On Christmas Day 2006, a Spanish Muslim organisation called the Spanish Islamic Board, sent a letter to the Papal nuncio to Spain, asking Pope Benedict XVI for permission for Muslims to worship alongside Christians in the building, noting that they did not intend to take control of the building or "recover a nostalgic Al-Andalus". In 2004, the Vatican's Pontifical Council for Inter-religious Dialogue had rejected a similar request from the same group. The general secretary of the Spanish Islamic Board, Mansur Escudero, said that security guards often stop Muslim worshippers from praying inside the building.

===2010 Muslim praying incident===

In April 2010, two Muslim tourists were arrested at the cathedral, after an incident in which two security guards were seriously injured. The incident occurred when the building was filled with tourists visiting the cathedral during Holy Week.

According to cathedral authorities, when half a dozen Muslim citizens of Austria, who were part of a group of 118 people on an organized tour for young Muslims in Europe, knelt to pray at the same time, security guards stepped in and “invited them to continue with their tour or leave the building”. When two men refused to comply, a scuffle broke out and police were called.
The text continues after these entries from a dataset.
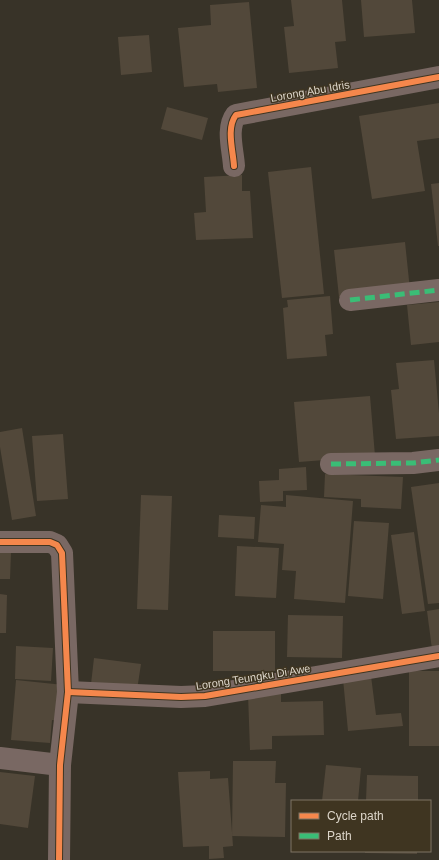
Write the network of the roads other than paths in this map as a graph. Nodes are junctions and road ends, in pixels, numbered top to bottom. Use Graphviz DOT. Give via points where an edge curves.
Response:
graph roads {
  1 [pos="439,77"];
  2 [pos="234,166"];
  3 [pos="439,290"];
  4 [pos="350,300"];
  5 [pos="439,460"];
  6 [pos="331,464"];
  7 [pos="0,542"];
  8 [pos="439,656"];
  9 [pos="68,692"];
  10 [pos="0,758"];
  11 [pos="60,765"];
  12 [pos="59,860"];
  1 -- 2 [label="street, Lorong Abu Idris" via="236,114 231,129"];
  3 -- 4 [label="street"];
  5 -- 6 [label="street" via="413,463"];
  7 -- 9 [label="street" via="50,542 62,553"];
  8 -- 9 [label="street, Lorong Teungku Di Awe" via="205,696"];
  9 -- 11 [label="street"];
  10 -- 11 [label="street"];
  11 -- 12 [label="street"];
}
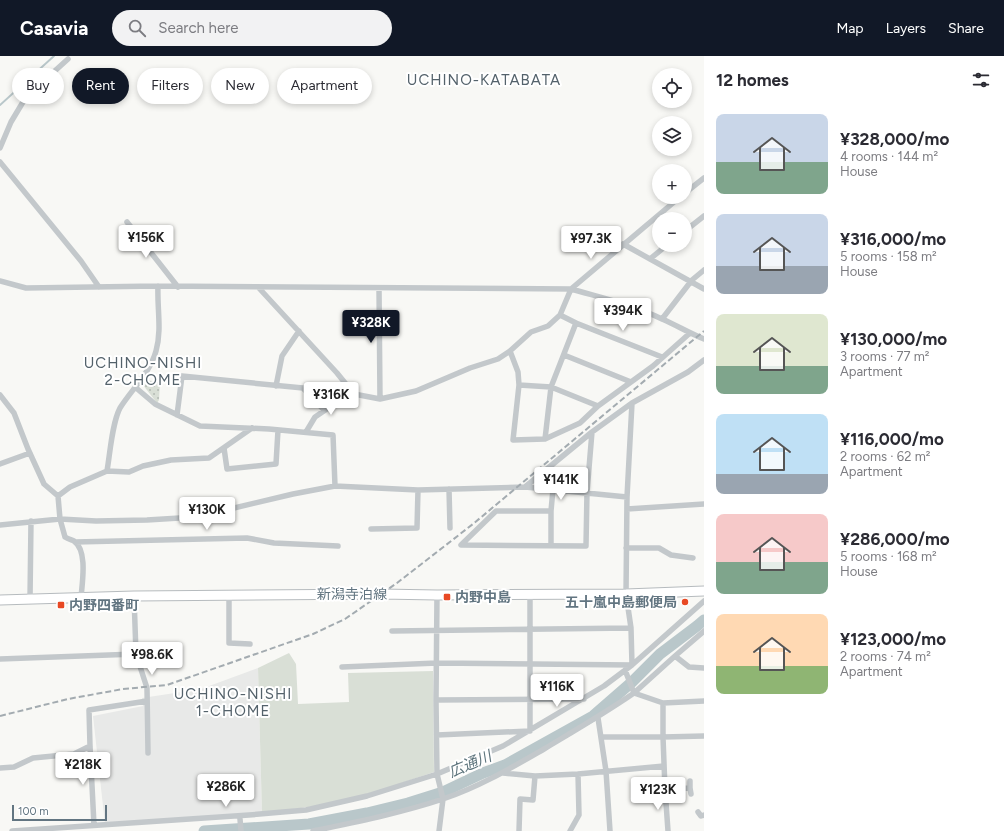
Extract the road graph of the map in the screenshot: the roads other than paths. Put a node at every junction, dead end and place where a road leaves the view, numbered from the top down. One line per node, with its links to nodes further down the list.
1 (68, 59): 2 (street)
2 (0, 148)
3 (0, 162): 17 (street)
4 (704, 178): 5 (street)
5 (692, 187)
6 (672, 204): 10 (street)
7 (704, 216): 9 (street)
8 (127, 222): 18 (street)
9 (692, 225)
10 (623, 244): 12 (street); 21 (street)
11 (658, 252): 12 (street)
12 (650, 259): 15 (street)
13 (704, 270): 15 (street)
14 (0, 280): 17 (street)
15 (691, 282): 22 (street); 24 (street)
16 (158, 286): 17 (street); 18 (street); 37 (street)
17 (99, 287)
18 (178, 287): 19 (street)
19 (258, 287): 20 (street); 26 (street)
20 (379, 288): 21 (street); 40 (street)
21 (571, 289): 23 (street); 24 (street)
22 (704, 289)
23 (560, 315): 25 (street); 29 (street)
24 (662, 319): 27 (street)
25 (576, 323): 30 (street); 31 (street)
26 (299, 332): 35 (street); 38 (street)
27 (690, 333): 28 (street); 31 (street)
28 (704, 339)
29 (510, 352): 34 (street); 40 (street)
30 (564, 355): 33 (street); 36 (street)
31 (662, 358): 33 (street)
32 (704, 360): 41 (street)
33 (631, 382): 42 (street)
34 (519, 385): 36 (street); 49 (street)
35 (276, 386): 43 (street); 44 (street)
36 (551, 387): 42 (street); 49 (street)
37 (135, 388): 44 (street); 53 (street)
38 (354, 394): 40 (street); 43 (street)
39 (0, 395): 51 (street)
40 (380, 399)
41 (632, 403): 48 (street); 61 (street)
42 (598, 406): 49 (street)
43 (324, 410): 47 (street)
44 (177, 415): 45 (street)
45 (252, 428): 46 (street); 50 (street)
46 (278, 430): 47 (street); 50 (street)
47 (306, 432): 54 (street)
48 (592, 432): 55 (street); 59 (street)
49 (545, 439)
50 (224, 448): 53 (street)
51 (30, 453): 52 (street); 60 (street)
52 (0, 464)
53 (107, 471): 60 (street)
54 (335, 486): 58 (street); 65 (street)
55 (525, 487): 56 (street); 57 (street)
56 (449, 489): 58 (street); 68 (street)
57 (553, 489): 59 (street); 64 (street)
58 (418, 490): 69 (street)
59 (587, 492): 61 (street); 72 (street)
60 (58, 496): 65 (street)
61 (627, 497): 63 (street)
62 (704, 504): 63 (street)
63 (627, 509): 73 (street)
64 (551, 511): 72 (street); 72 (street)
65 (60, 519): 66 (street); 70 (street)
66 (31, 521): 67 (street); 82 (street)
67 (0, 525)
68 (450, 528)
69 (371, 529)
70 (75, 542): 71 (street); 81 (street)
71 (338, 546)
72 (551, 546)
73 (626, 548): 74 (street); 77 (street)
74 (693, 558)
75 (704, 591): 77 (main road, 新潟寺泊線)
76 (530, 594): 77 (main road, 新潟寺泊線); 78 (main road, 新潟寺泊線); 86 (street)
77 (626, 594): 85 (street)
78 (437, 595): 80 (main road, 新潟寺泊線); 88 (street)
79 (134, 596): 80 (main road, 新潟寺泊線); 81 (main road, 新潟寺泊線); 91 (street)
80 (229, 596): 90 (street)
81 (81, 598): 82 (main road, 新潟寺泊線)
82 (30, 599): 83 (main road, 新潟寺泊線)
83 (0, 600)
84 (704, 601): 96 (street)
85 (631, 628): 86 (street); 96 (street)
86 (530, 629): 88 (street); 95 (street)
87 (392, 631): 88 (street)
88 (437, 631): 94 (street)
89 (704, 631): 92 (street)
90 (250, 644)
91 (136, 654): 93 (street); 104 (street)
92 (675, 656): 98 (street); 100 (street)
93 (0, 659)
94 (437, 663): 95 (street); 97 (street); 103 (street)
95 (530, 664): 96 (street); 101 (street)
96 (632, 665): 99 (street)
97 (342, 667)
98 (704, 668)
99 (625, 671): 100 (street); 102 (street)
100 (634, 693): 106 (street); 107 (street)
101 (530, 699): 102 (street); 103 (street); 108 (street)
102 (584, 699): 108 (street)
103 (436, 700): 109 (street)
104 (147, 701): 113 (street); 114 (street)
105 (704, 701): 106 (street)
106 (663, 702): 112 (street)
107 (598, 718): 111 (street); 118 (street)
108 (530, 731): 109 (street); 120 (street)
109 (437, 735): 120 (street)
110 (704, 736): 112 (street)
111 (601, 737): 112 (street); 117 (street)
112 (664, 737): 115 (street)
113 (90, 746): 116 (street); 128 (street)
114 (148, 753)
115 (664, 766): 117 (street); 123 (street)
116 (0, 768)
117 (606, 771): 119 (street); 135 (street)
118 (503, 773): 121 (street); 124 (street)
119 (578, 774): 121 (street); 134 (street)
120 (437, 775): 124 (street); 128 (street)
121 (535, 776): 133 (street)
122 (690, 781): 123 (street)
123 (665, 789): 136 (street)
124 (443, 797): 131 (street); 132 (street)
125 (698, 812): 126 (street)
126 (704, 815)
127 (240, 819): 130 (street)
128 (94, 825): 129 (street)
129 (12, 831)
130 (241, 831)
131 (313, 831)
132 (439, 831)
133 (519, 831)
134 (570, 831)
135 (610, 831)
136 (668, 831)

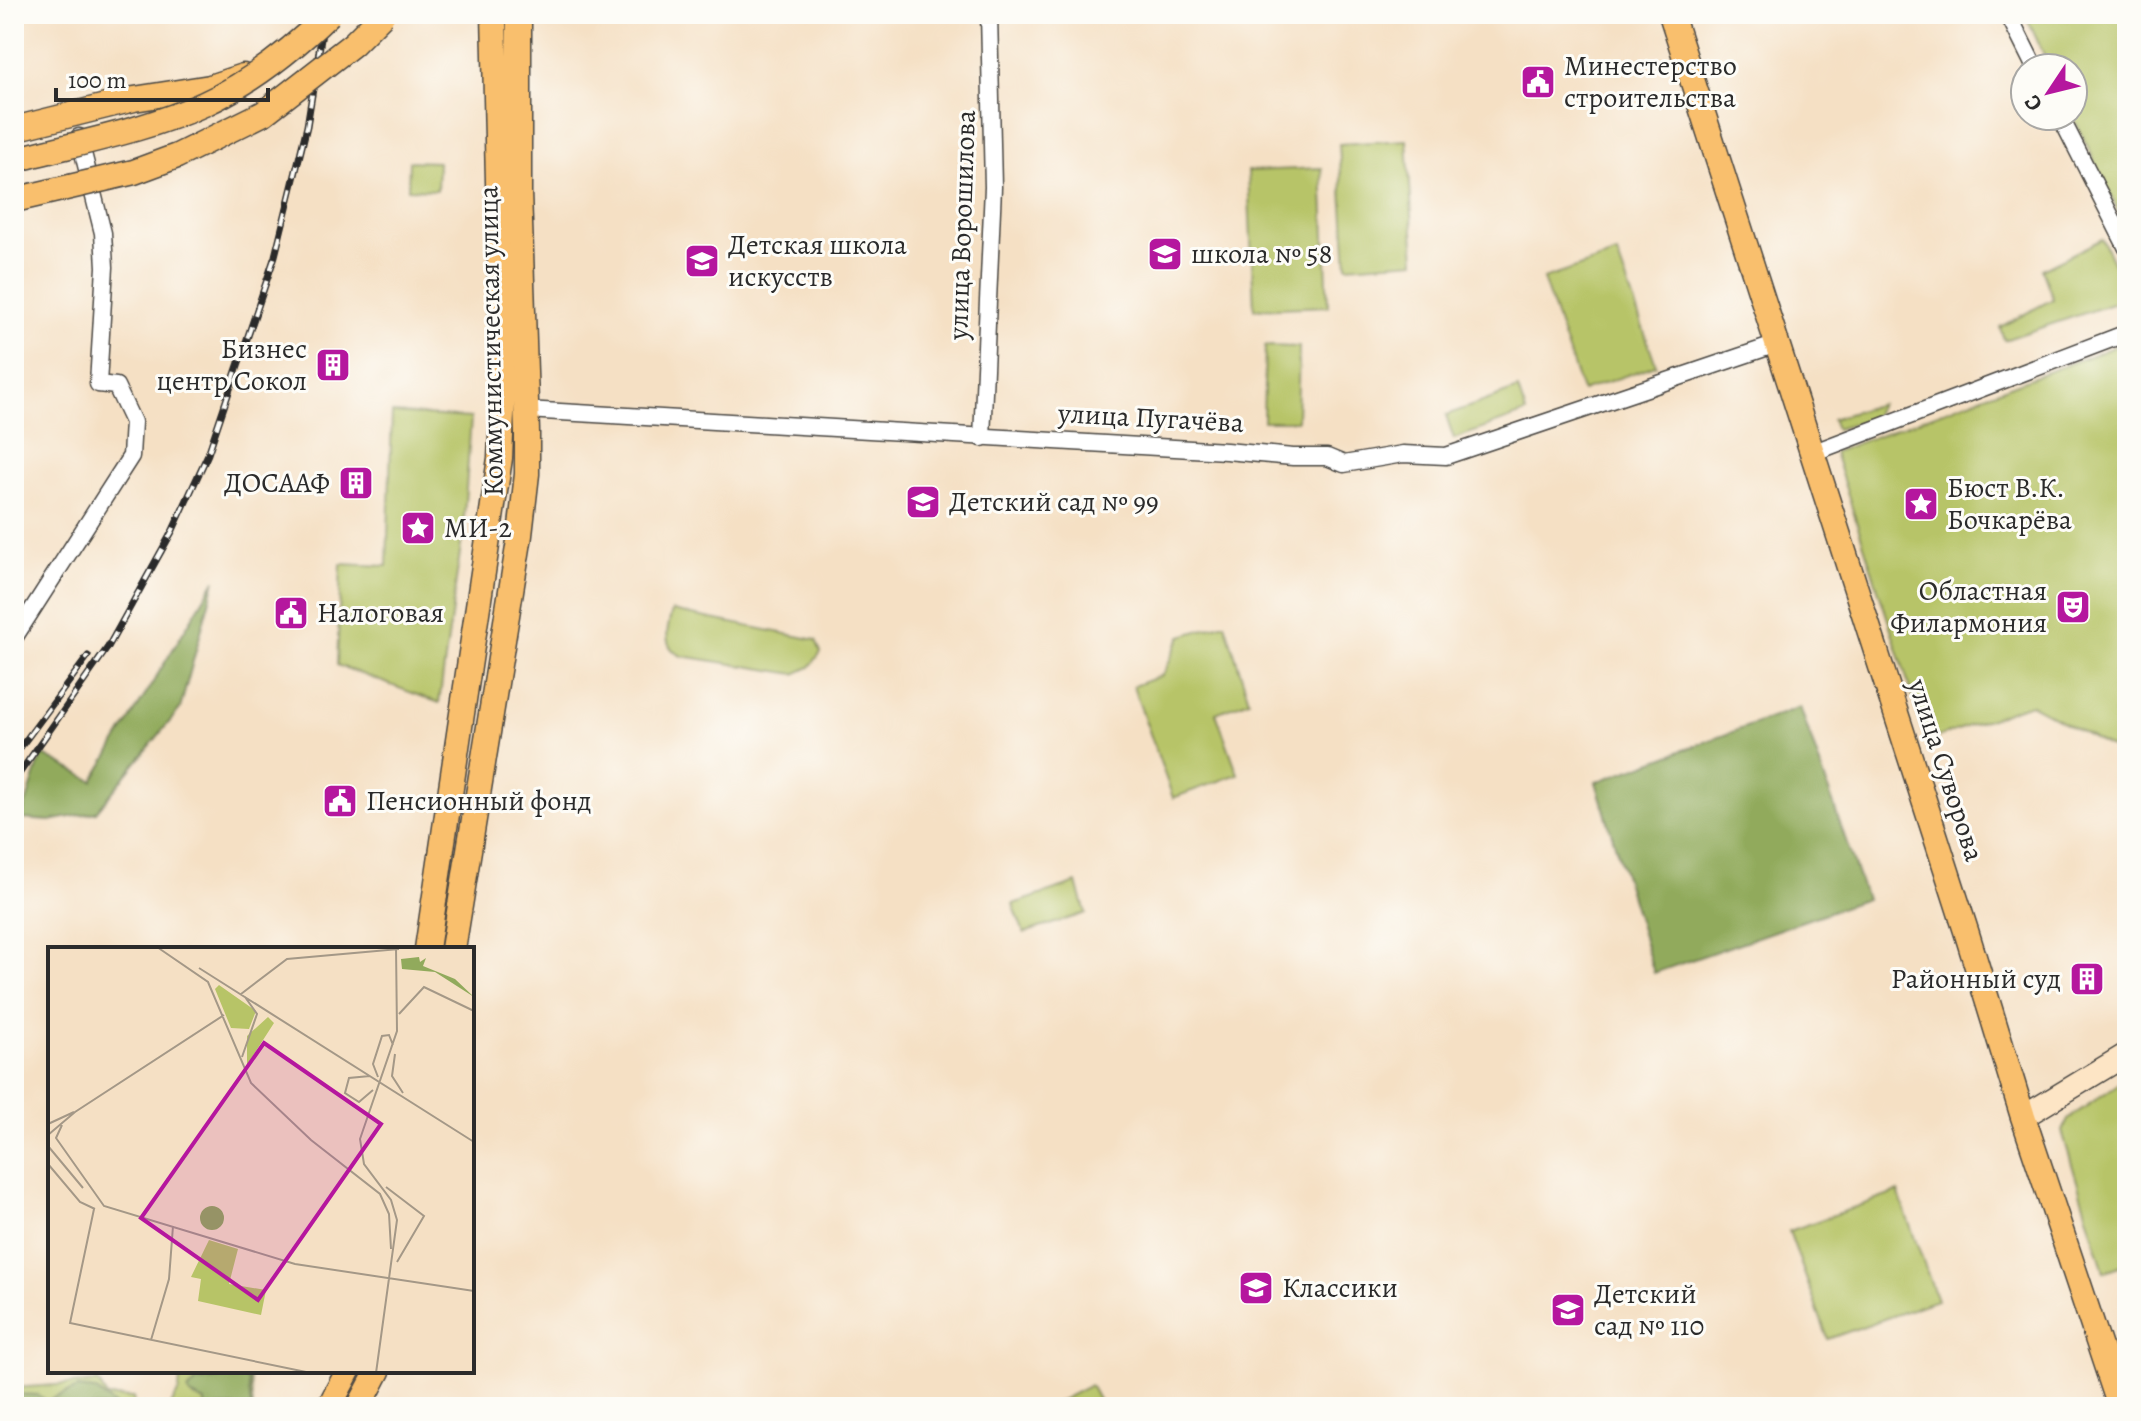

Two security guards were seriously injured, and the two Muslim men were detained. Spanish media, citing police sources, said that one of the men arrested had been carrying a knife.

In a statement Catholic authorities condemned the incident: “They provoked in an organized fashion a deplorable episode of violence.” After the 2010 incident, Spain's Catholic clergy reiterated that they would not be allowing any other religions to practice inside their Catholic Cathedral. Catholic authorities stated that "This one-off incident does not represent the genuine attitude of Muslims, many of whom maintain an attitude of respect and dialogue with the Catholic church".